MATERIAL SHOWN →
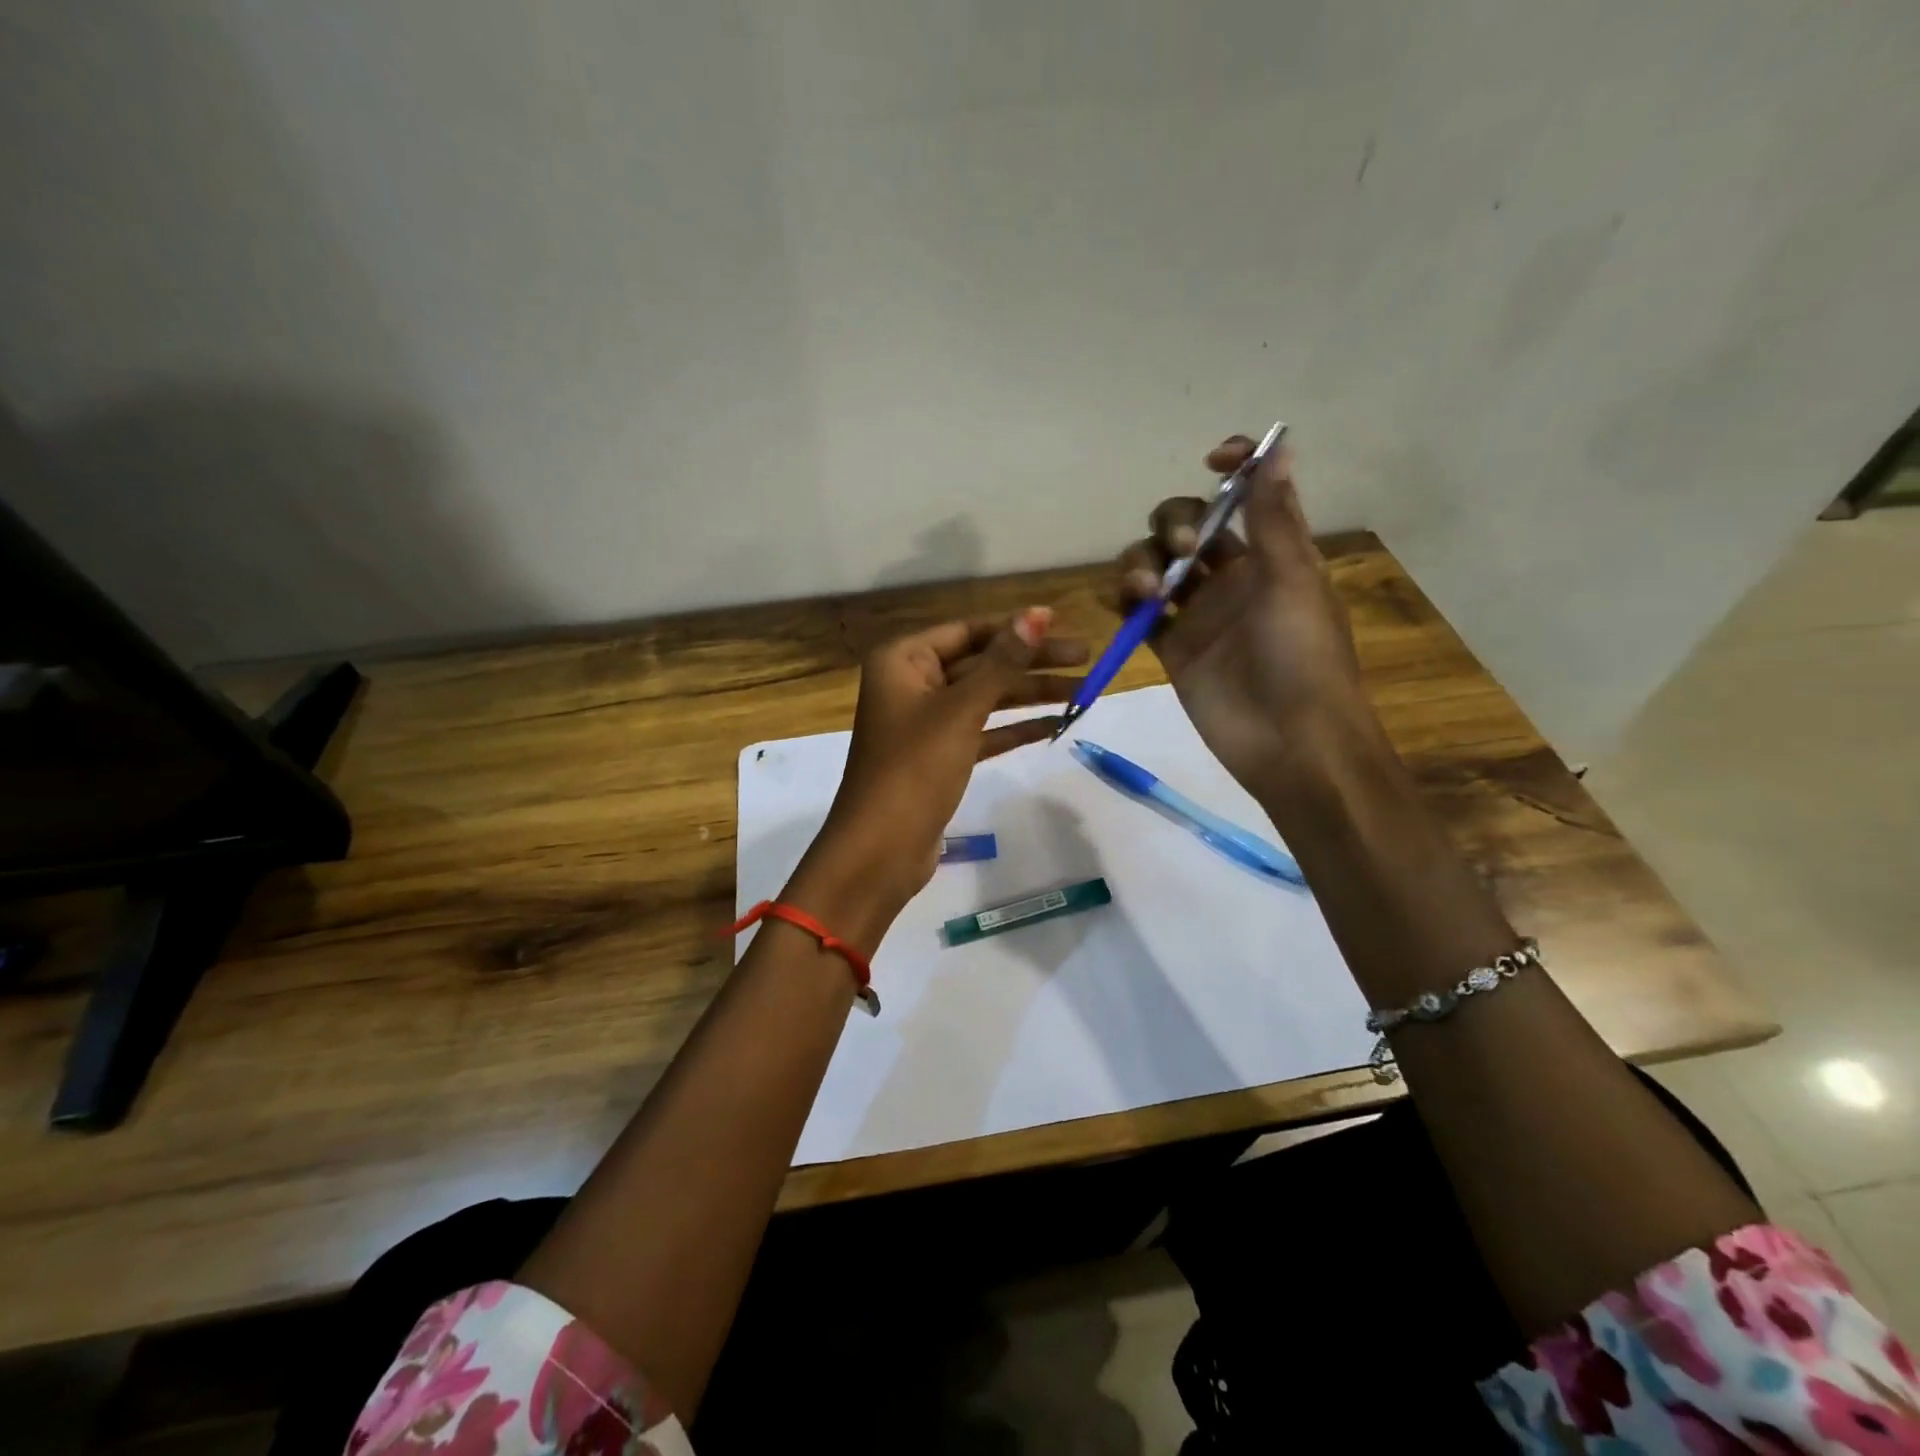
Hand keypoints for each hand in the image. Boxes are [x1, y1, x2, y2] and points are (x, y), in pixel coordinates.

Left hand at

...

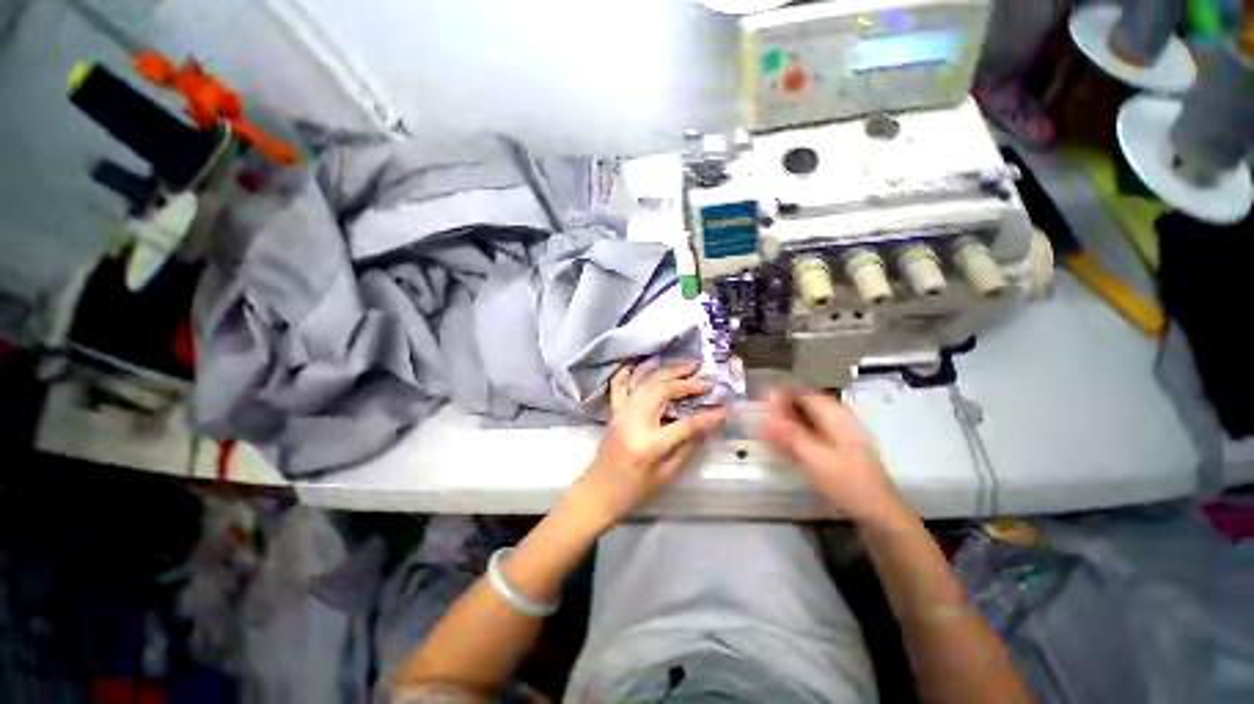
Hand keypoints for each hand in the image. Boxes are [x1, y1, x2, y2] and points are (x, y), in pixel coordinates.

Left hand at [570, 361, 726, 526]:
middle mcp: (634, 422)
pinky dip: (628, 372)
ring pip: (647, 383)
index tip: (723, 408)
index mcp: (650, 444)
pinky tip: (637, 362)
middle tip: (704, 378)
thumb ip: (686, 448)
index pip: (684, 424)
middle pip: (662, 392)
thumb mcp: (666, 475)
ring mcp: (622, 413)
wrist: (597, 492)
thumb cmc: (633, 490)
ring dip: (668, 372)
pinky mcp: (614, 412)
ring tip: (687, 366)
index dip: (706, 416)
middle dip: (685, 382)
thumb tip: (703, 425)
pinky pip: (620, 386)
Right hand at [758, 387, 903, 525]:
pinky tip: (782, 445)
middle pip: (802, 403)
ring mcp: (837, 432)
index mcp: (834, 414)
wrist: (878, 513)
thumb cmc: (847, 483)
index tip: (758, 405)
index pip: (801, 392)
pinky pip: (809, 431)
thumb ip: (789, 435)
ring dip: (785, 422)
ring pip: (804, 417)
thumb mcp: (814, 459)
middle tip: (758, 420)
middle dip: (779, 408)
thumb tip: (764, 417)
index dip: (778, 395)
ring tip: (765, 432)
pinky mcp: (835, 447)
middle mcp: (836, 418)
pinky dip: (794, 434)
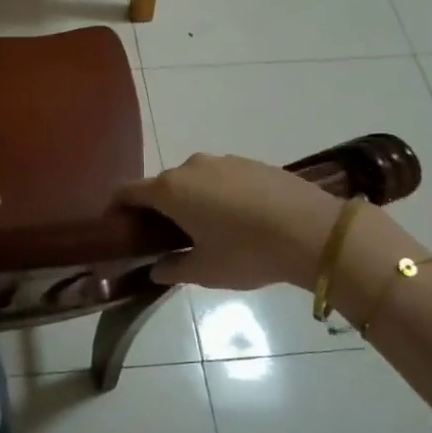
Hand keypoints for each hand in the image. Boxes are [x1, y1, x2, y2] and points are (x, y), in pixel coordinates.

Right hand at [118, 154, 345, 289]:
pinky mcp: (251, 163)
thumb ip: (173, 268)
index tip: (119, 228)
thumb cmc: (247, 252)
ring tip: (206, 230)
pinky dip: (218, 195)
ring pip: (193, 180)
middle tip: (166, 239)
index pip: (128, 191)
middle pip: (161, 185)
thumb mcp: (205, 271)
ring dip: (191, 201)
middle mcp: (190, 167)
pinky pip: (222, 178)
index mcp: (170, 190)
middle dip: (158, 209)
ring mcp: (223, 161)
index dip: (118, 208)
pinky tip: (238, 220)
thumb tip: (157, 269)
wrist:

WORK ITEM → Copy each line in the entries above where "pinky" turns up.

RESULT →
pinky dip: (628, 372)
pinky tip: (637, 362)
pinky mcp: (614, 412)
pinky pip: (620, 386)
pinky tip: (782, 445)
pinky pip: (809, 431)
pinky mcp: (835, 447)
pinky dip: (794, 434)
pinky mcp: (251, 163)
pinky dip: (218, 195)
pinky pip: (222, 178)
pinky tip: (238, 220)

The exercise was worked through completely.